MARY DICKEY LINDSAY
Mary D. Lindsay, women’s rights advocate and philanthropist, passed away peacefully on October 4th, 2020, at the age of 100, at her home on Long Island. She was married to George N. Lindsay, Jr, who predeceased her in 1995. She was born on November 19, 1919, to Charles D. Dickey, Jr. and Catherine Colt Dickey. Raised in Philadelphia, she attended Springside School and St. Timothy’s School. She was a student at the University of Pennsylvania for two years, but after the breakout of World War II she chose to aid the war effort by becoming a nurse, leaving Penn and joining the class of 1945 at Columbia Presbyterian School of Nursing in New York City. This was a formative experience for her, and she remained proud of her RN degree throughout her life.

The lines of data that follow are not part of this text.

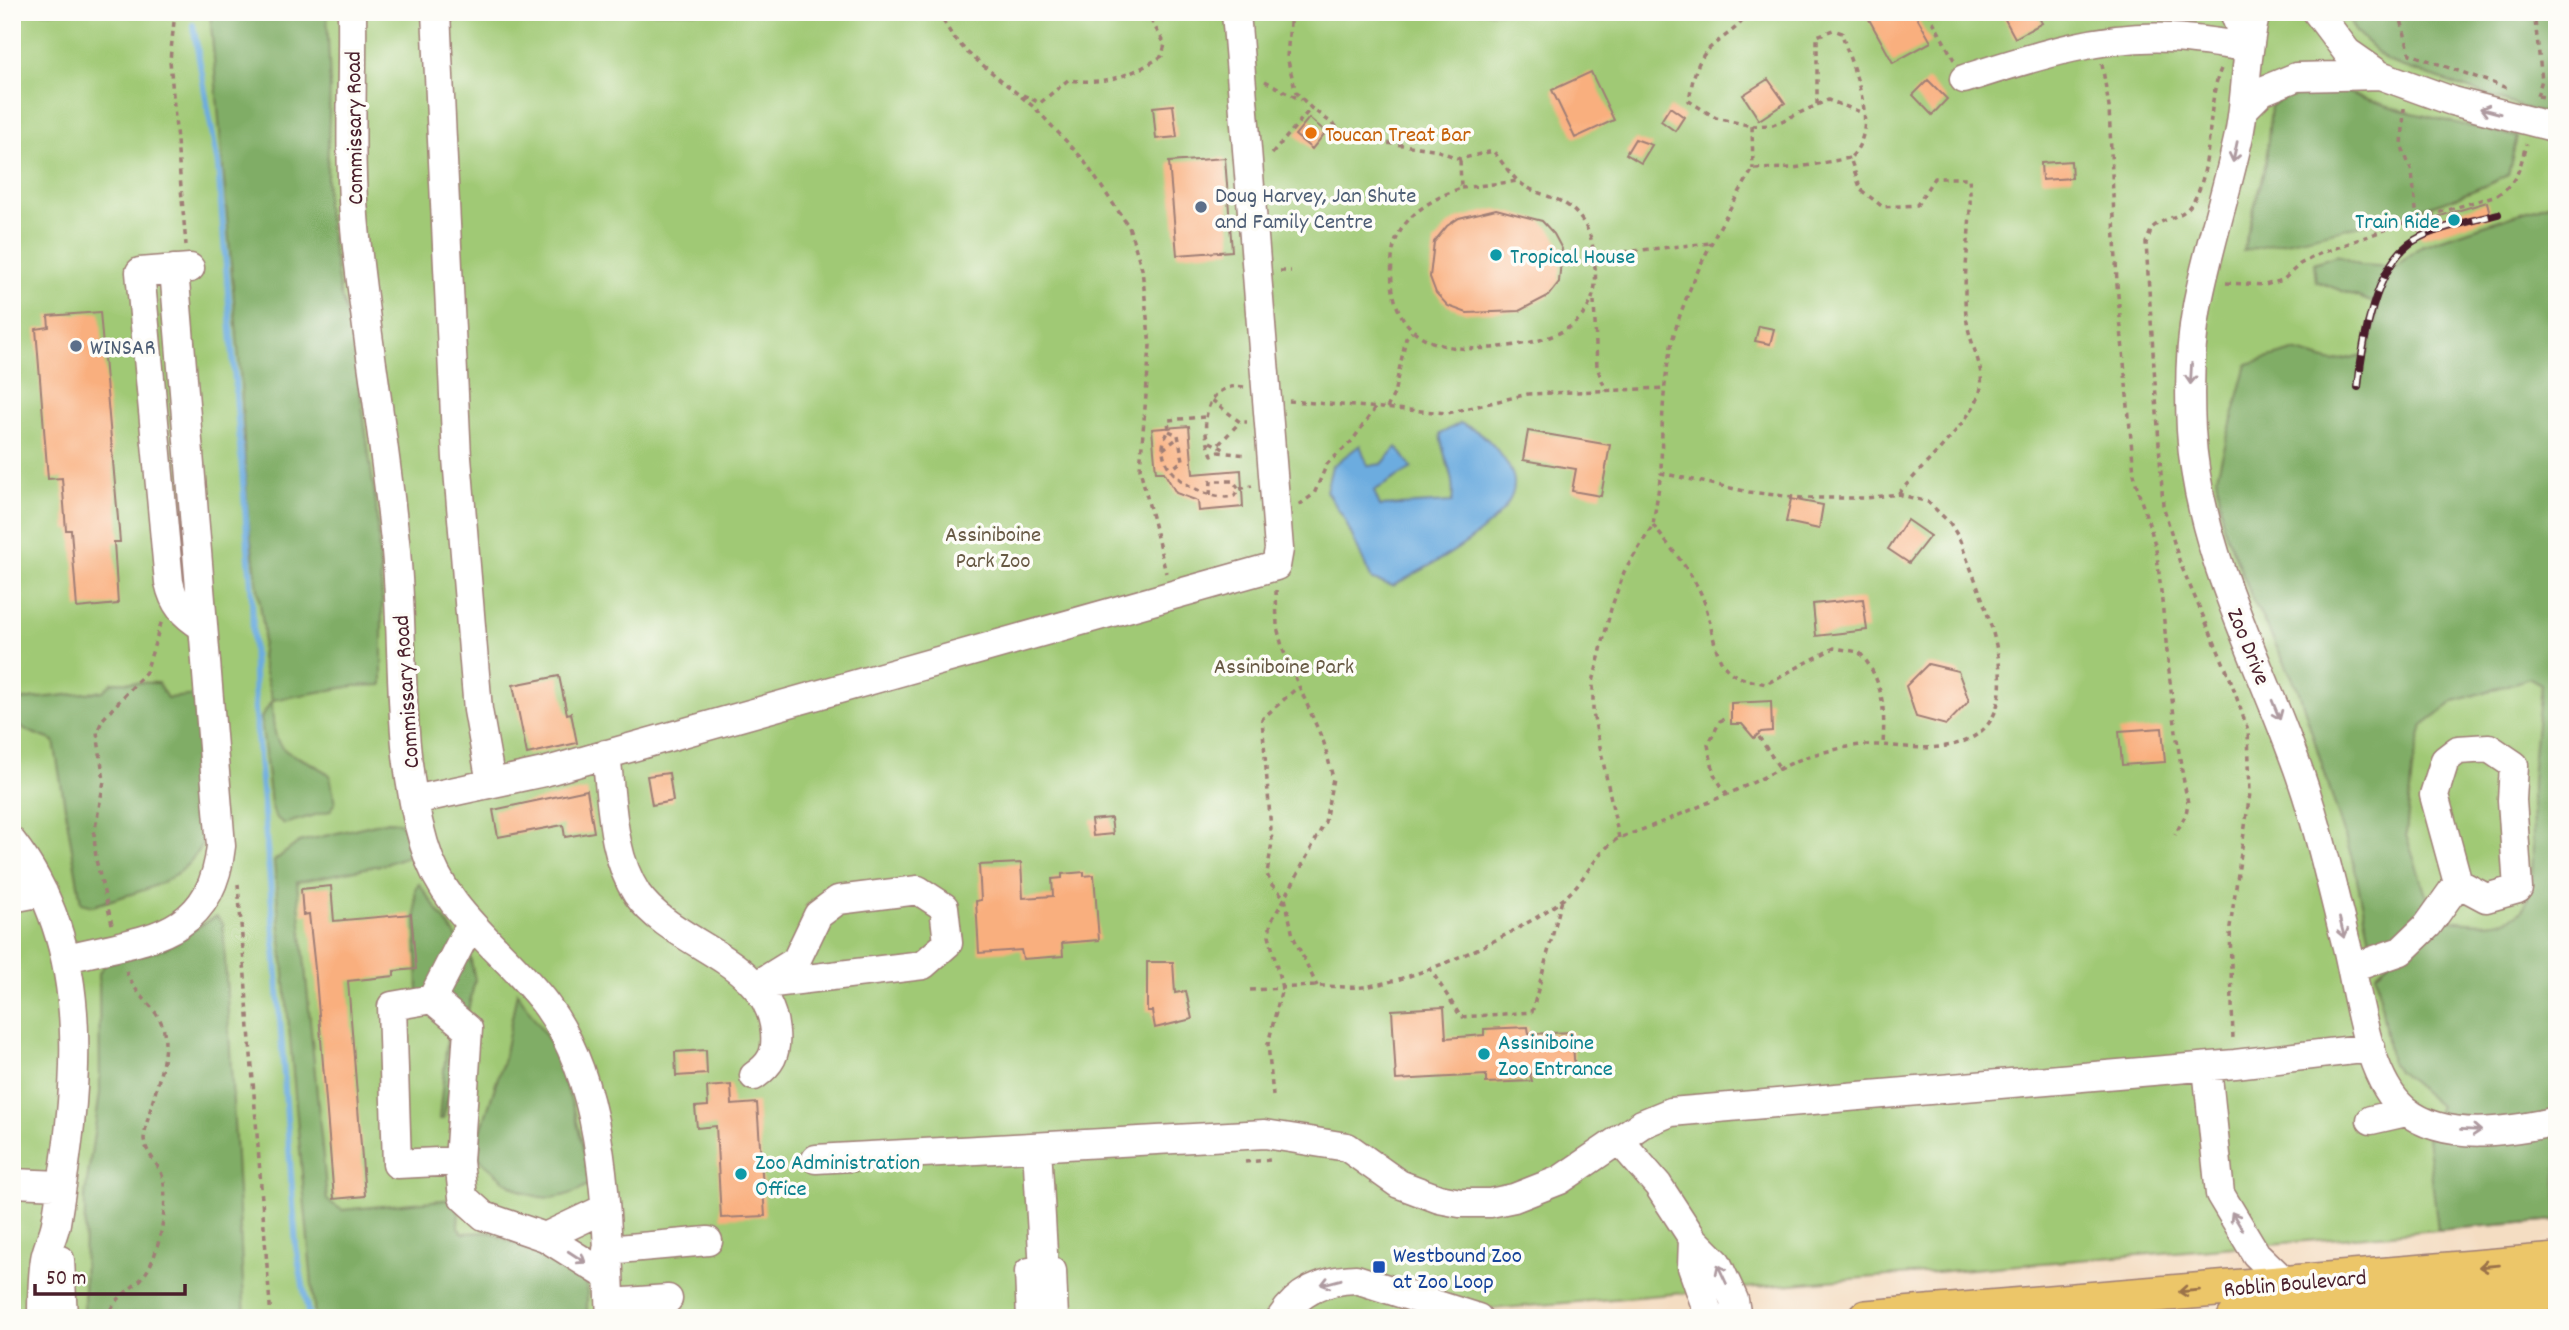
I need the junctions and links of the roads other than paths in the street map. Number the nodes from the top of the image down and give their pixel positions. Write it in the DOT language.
graph roads {
  1 [pos="352,12"];
  2 [pos="436,12"];
  3 [pos="1236,12"];
  4 [pos="2234,12"];
  5 [pos="2256,12"];
  6 [pos="2318,12"];
  7 [pos="2247,47"];
  8 [pos="2380,75"];
  9 [pos="1964,79"];
  10 [pos="2244,109"];
  11 [pos="2542,115"];
  12 [pos="186,413"];
  13 [pos="153,418"];
  14 [pos="203,627"];
  15 [pos="606,754"];
  16 [pos="491,783"];
  17 [pos="415,800"];
  18 [pos="12,842"];
  19 [pos="2458,883"];
  20 [pos="43,892"];
  21 [pos="12,898"];
  22 [pos="470,925"];
  23 [pos="67,958"];
  24 [pos="2352,968"];
  25 [pos="757,985"];
  26 [pos="432,999"];
  27 [pos="2371,1048"];
  28 [pos="2207,1067"];
  29 [pos="754,1076"];
  30 [pos="2406,1112"];
  31 [pos="2371,1119"];
  32 [pos="2557,1121"];
  33 [pos="1619,1140"];
  34 [pos="1037,1147"];
  35 [pos="816,1159"];
  36 [pos="458,1161"];
  37 [pos="12,1183"];
  38 [pos="61,1185"];
  39 [pos="604,1209"];
  40 [pos="55,1226"];
  41 [pos="545,1237"];
  42 [pos="1693,1239"];
  43 [pos="708,1241"];
  44 [pos="2557,1261"];
  45 [pos="1042,1271"];
  46 [pos="2286,1283"];
  47 [pos="610,1287"];
  48 [pos="2557,1292"];
  49 [pos="668,1299"];
  50 [pos="43,1318"];
  51 [pos="63,1318"];
  52 [pos="1031,1318"];
  53 [pos="1054,1318"];
  54 [pos="1281,1318"];
  55 [pos="1478,1318"];
  56 [pos="1710,1318"];
  57 [pos="1737,1318"];
  58 [pos="1866,1318"];
  59 [pos="2235,1318"];
  1 -- 17 [label="street, Commissary Road"];
  2 -- 16 [label="street"];
  3 -- 15 [label="street"];
  4 -- 7 [label="street"];
  5 -- 7 [label="street, Zoo Drive"];
  6 -- 8 [label="street"];
  7 -- 9 [label="street"];
  7 -- 10 [label="street, Zoo Drive"];
  8 -- 10 [label="street"];
  11 -- 8 [label="street, one-way"];
  10 -- 24 [label="street, Zoo Drive, one-way"];
  12 -- 13 [label="street"];
  12 -- 13 [label="street"];
  12 -- 14 [label="street"];
  13 -- 14 [label="street"];
  14 -- 23 [label="street"];
  15 -- 16 [label="street"];
  15 -- 25 [label="street"];
  16 -- 17 [label="street"];
  17 -- 22 [label="street, Commissary Road"];
  18 -- 20 [label="street"];
  19 -- 19 [label="street"];
  19 -- 24 [label="street"];
  20 -- 21 [label="street"];
  20 -- 23 [label="street"];
  22 -- 26 [label="street"];
  22 -- 39 [label="street, Commissary Road"];
  23 -- 38 [label="street"];
  24 -- 27 [label="street, Zoo Drive"];
  25 -- 25 [label="street"];
  25 -- 29 [label="street"];
  26 -- 36 [label="street"];
  26 -- 36 [label="street"];
  27 -- 28 [label="street"];
  27 -- 30 [label="street, Zoo Drive"];
  28 -- 33 [label="street"];
  46 -- 28 [label="street, one-way"];
  30 -- 31 [label="street"];
  30 -- 32 [label="street, one-way"];
  33 -- 34 [label="street"];
  33 -- 42 [label="street"];
  34 -- 35 [label="street"];
  34 -- 45 [label="street"];
  36 -- 41 [label="street"];
  37 -- 38 [label="street"];
  38 -- 40 [label="street"];
  39 -- 41 [label="street"];
  39 -- 47 [label="street, Commissary Road"];
  40 -- 50 [label="street"];
  40 -- 51 [label="street"];
  41 -- 47 [label="street, one-way"];
  42 -- 56 [label="street"];
  57 -- 42 [label="street, one-way"];
  43 -- 47 [label="street"];
  44 -- 46 [label="main road, Roblin Boulevard, one-way"];
  45 -- 52 [label="street"];
  45 -- 53 [label="street"];
  46 -- 58 [label="main road, Roblin Boulevard, one-way"];
  47 -- 49 [label="street"];
  48 -- 59 [label="main road, Roblin Boulevard"];
  55 -- 54 [label="street, one-way"];
}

She was a staff nurse at Orthopedic Hospital and, after her marriage to George in 1946, at Grace-New Haven Hospital in Connecticut, where she also took courses at Yale. Her husband went on to have a distinguished career as a lawyer with the firm Debevoise Plimpton and an advocate of civil law and liberties around the world. As their four children grew up, she began volunteering at Huntington Hospital, being a firm believer that it was the duty of the fortunate to help others. She ran the Junior Volunteer Program (the “Candy Stripers”) in the mid-1960s while serving on the hospital’s board. Later she joined the board of East Woods School in Oyster Bay, the East Harlem Tutorial Programin Manhattan, where she also tutored, and Union Theological Seminary, which reflected her interest in theology and a spiritual life. In 1971 she joined the Board of Directors of Cold Spring Harbor Laboratories, where she was active in community outreach, fundraising, and support for Lab families for the rest of her life. She received an Honorary Doctorate from CSHL in 2007, their Double Helix medal in 2012, and the Lab’s childcare center is named in her honor.

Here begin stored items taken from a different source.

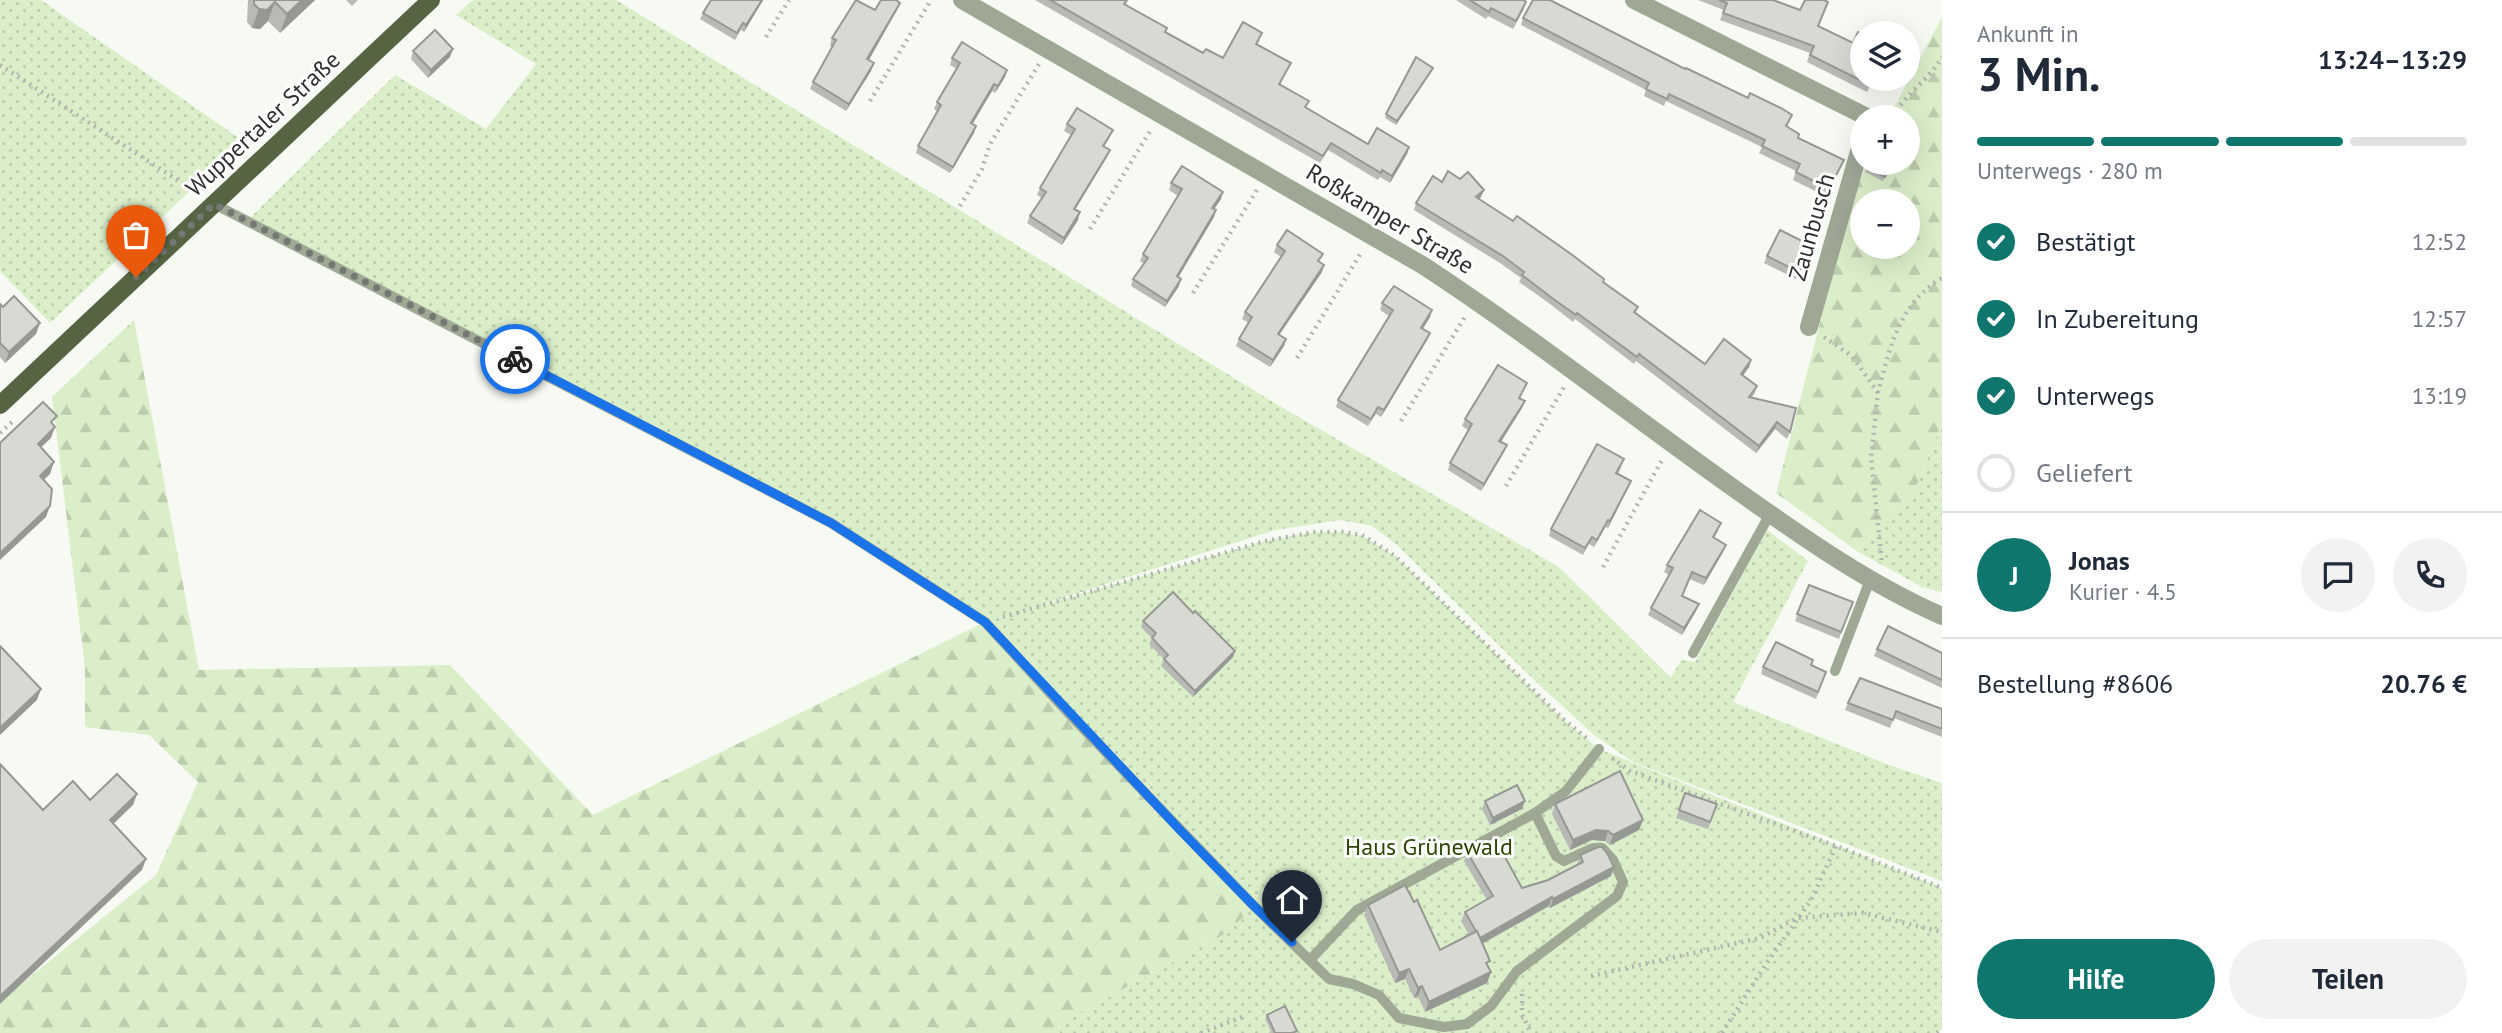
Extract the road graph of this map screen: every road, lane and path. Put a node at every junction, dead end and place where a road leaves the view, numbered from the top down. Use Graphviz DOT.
graph roads {
  1 [pos="430,0"];
  2 [pos="789,0"];
  3 [pos="931,0"];
  4 [pos="962,0"];
  5 [pos="1634,0"];
  6 [pos="766,37"];
  7 [pos="1048,49"];
  8 [pos="1942,57"];
  9 [pos="0,65"];
  10 [pos="870,101"];
  11 [pos="1900,105"];
  12 [pos="1850,108"];
  13 [pos="1160,114"];
  14 [pos="1266,174"];
  15 [pos="1852,175"];
  16 [pos="214,204"];
  17 [pos="960,206"];
  18 [pos="1090,229"];
  19 [pos="1372,234"];
  20 [pos="1942,278"];
  21 [pos="1193,293"];
  22 [pos="1475,299"];
  23 [pos="1809,327"];
  24 [pos="1297,358"];
  25 [pos="1573,372"];
  26 [pos="1878,393"];
  27 [pos="0,405"];
  28 [pos="1401,421"];
  29 [pos="1671,444"];
  30 [pos="1506,486"];
  31 [pos="1770,514"];
  32 [pos="1603,567"];
  33 [pos="1877,584"];
  34 [pos="1942,616"];
  35 [pos="985,622"];
  36 [pos="1693,653"];
  37 [pos="1835,671"];
  38 [pos="1599,749"];
  39 [pos="1535,813"];
  40 [pos="1836,846"];
  41 [pos="1942,888"];
  42 [pos="1797,918"];
  43 [pos="1942,932"];
  44 [pos="1310,960"];
  45 [pos="1517,971"];
  46 [pos="1591,976"];
  47 [pos="1245,1016"];
  48 [pos="1942,1029"];
  49 [pos="1201,1033"];
  50 [pos="1531,1033"];
  51 [pos="1722,1033"];
  52 [pos="1937,1033"];
  1 -- 16 [label="main road, Wuppertaler Straße"];
  2 -- 6 [label="path"];
  3 -- 10 [label="path"];
  4 -- 7 [label="street, Roßkamper Straße"];
  5 -- 12 [label="street"];
  7 -- 13 [label="street, Roßkamper Straße"];
  7 -- 17 [label="path"];
  8 -- 11 [label="path"];
  9 -- 16 [label="path"];
  13 -- 14 [label="street, Roßkamper Straße"];
  13 -- 18 [label="path"];
  14 -- 19 [label="street, Roßkamper Straße"];
  14 -- 21 [label="path"];
  15 -- 23 [label="street, Zaunbusch"];
  16 -- 27 [label="main road, Wuppertaler Straße"];
  16 -- 35 [label="lane"];
  19 -- 22 [label="street, Roßkamper Straße"];
  19 -- 24 [label="path"];
  20 -- 26 [label="path"];
  22 -- 25 [label="street, Roßkamper Straße"];
  22 -- 28 [label="path"];
  23 -- 26 [label="path"];
  25 -- 29 [label="street, Roßkamper Straße"];
  25 -- 30 [label="path"];
  26 -- 33 [label="path"];
  29 -- 31 [label="street, Roßkamper Straße"];
  29 -- 32 [label="path"];
  31 -- 33 [label="street, Roßkamper Straße"];
  31 -- 36 [label="lane"];
  33 -- 34 [label="street, Roßkamper Straße"];
  33 -- 37 [label="lane"];
  35 -- 38 [label="path"];
  35 -- 44 [label="lane"];
  38 -- 39 [label="lane"];
  38 -- 40 [label="path"];
  39 -- 44 [label="lane"];
  39 -- 45 [label="lane"];
  40 -- 41 [label="path"];
  40 -- 42 [label="path"];
  42 -- 43 [label="path"];
  42 -- 46 [label="path"];
  42 -- 51 [label="path"];
  44 -- 45 [label="lane"];
  45 -- 50 [label="path"];
  47 -- 49 [label="path"];
  48 -- 52 [label="path"];
}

During the 1960s both she and her husband developed an interest in population and family planning issues, which became a main focus of her advocacy. Drawing on her training as a nurse, she was particularly interested in making reproductive health care available to women in New York, the United States, and the world. She believed fervently that women should have access to safe abortions if they so choose. She would eventually serve on the boards of the Margaret Sanger Research Bureau, Planned Parenthood of NYC (where she served as both President and Chair), Planned Parenthood Federation of America, Family Planning Advocates of NY State, and Citizens for Family Planning. In her role as advocate she attended both the Women’s Conference in Nairobi in 1984 and the Cairo Conference on Population and Development in 1994. When the G. W. Bush administration cut the funding of the UN Population Fund (UNFPA) in the early 2000s, she helped to found an organization, Americans for UNFPA, that pledged to raise the money privately, which they did.

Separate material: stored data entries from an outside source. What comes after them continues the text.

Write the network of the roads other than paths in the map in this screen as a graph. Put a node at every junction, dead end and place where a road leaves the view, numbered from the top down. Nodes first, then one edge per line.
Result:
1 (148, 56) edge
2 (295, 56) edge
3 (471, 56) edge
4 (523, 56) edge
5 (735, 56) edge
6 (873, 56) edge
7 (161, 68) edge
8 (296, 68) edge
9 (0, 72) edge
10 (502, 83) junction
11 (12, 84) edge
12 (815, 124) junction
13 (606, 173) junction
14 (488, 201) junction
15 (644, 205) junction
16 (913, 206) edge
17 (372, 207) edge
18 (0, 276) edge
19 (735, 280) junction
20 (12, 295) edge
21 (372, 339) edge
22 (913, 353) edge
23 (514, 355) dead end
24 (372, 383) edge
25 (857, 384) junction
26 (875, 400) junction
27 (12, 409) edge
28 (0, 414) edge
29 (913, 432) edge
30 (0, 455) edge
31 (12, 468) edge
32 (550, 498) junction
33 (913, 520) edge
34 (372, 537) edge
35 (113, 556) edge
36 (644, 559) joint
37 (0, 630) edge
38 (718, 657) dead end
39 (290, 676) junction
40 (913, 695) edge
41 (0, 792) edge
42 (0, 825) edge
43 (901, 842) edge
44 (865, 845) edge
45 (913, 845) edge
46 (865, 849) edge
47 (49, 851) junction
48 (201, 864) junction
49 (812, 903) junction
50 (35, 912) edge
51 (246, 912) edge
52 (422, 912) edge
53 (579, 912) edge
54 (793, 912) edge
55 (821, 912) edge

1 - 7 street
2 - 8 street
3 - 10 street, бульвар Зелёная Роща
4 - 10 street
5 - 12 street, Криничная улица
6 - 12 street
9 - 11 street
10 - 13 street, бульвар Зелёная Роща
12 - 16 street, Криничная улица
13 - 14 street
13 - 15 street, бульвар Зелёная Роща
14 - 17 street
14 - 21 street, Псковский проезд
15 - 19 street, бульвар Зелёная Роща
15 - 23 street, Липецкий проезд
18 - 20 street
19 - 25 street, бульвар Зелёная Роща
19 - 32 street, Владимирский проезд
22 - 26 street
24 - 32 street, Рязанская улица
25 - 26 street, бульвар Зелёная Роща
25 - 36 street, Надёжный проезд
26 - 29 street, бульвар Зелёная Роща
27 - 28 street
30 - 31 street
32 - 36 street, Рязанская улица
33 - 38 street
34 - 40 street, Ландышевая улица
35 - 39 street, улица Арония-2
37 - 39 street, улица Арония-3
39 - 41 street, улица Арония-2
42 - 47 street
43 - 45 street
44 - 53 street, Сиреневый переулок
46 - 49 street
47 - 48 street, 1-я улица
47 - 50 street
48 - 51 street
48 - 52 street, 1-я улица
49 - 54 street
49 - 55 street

In recognition of the important role her nursing education had played in her life, and because of her great respect for the nursing profession, in the mid 1990s she became involved in her alma mater, now called the Columbia University School of Nursing. She joined the Nursing School’s Board of Visitors and helped to found CAPSONA (The School of Nursing Alumni Association of Columbia University and Presbyterian Hospital). In 2003 the Nursing School recognized her as “Alumna of the Century”, which was perhaps an overstatement but thrilled her nonetheless. The new simulation lab at the School of Nursing was named in honor of her and her late daughter, who was also an alumna of the School, in 2018. Within each of the institutions where she worked, she was valued as a peacemaker who brought staff, board members, supporters and volunteers together to resolve their differences, unite their efforts and get things done.

Although it is hard to imagine she had time for anything other than the roles described above, Mary Lindsay was devoted to her family and friends, and lived a wonderful life full of travels, intellectual pursuits, adventures, and interests. She was actively involved in St. John’s Episcopal Church in Cold Spring Harbor, NY, where she taught Sunday school in the 1960s. She raised four children and was a loving mentor and inspiration to all of her eleven grandchildren. A lifelong sailor, she could set a spinnaker or steer a course in the Maine fog. Mary was predeceased by her husband George in 1995, a granddaughter Isabel in 2004, and her daughter Louise Lindsay Read in 2008. She is survived by her sons George Lindsay and his wife Nancy Metz, Stephen Lindsay and his wife Johanna, Peter Lindsay and his wife Katie Murphy, and former son-in-law Curtis Read and his wife Julie Stewart. She leaves behind ten grandchildren and five great-grandchildren (with more on the way). She will be sorely missed by friends all over the globe, by the many people who worked alongside her on exciting and vital projects, and of course by her admiring family, who were fortunate to have this remarkable woman model for them a full and meaningful life through her love, passion, and generosity.

The family extends its thanks to Hospice Care Workers of Northwell Health, and to Suinin Angulo and the other caregivers who provided excellent care and companionship, allowing her to live out her life in her home overlooking Cold Spring Harbor. Plans for a pandemic-appropriate memorial service will be announced later by the family.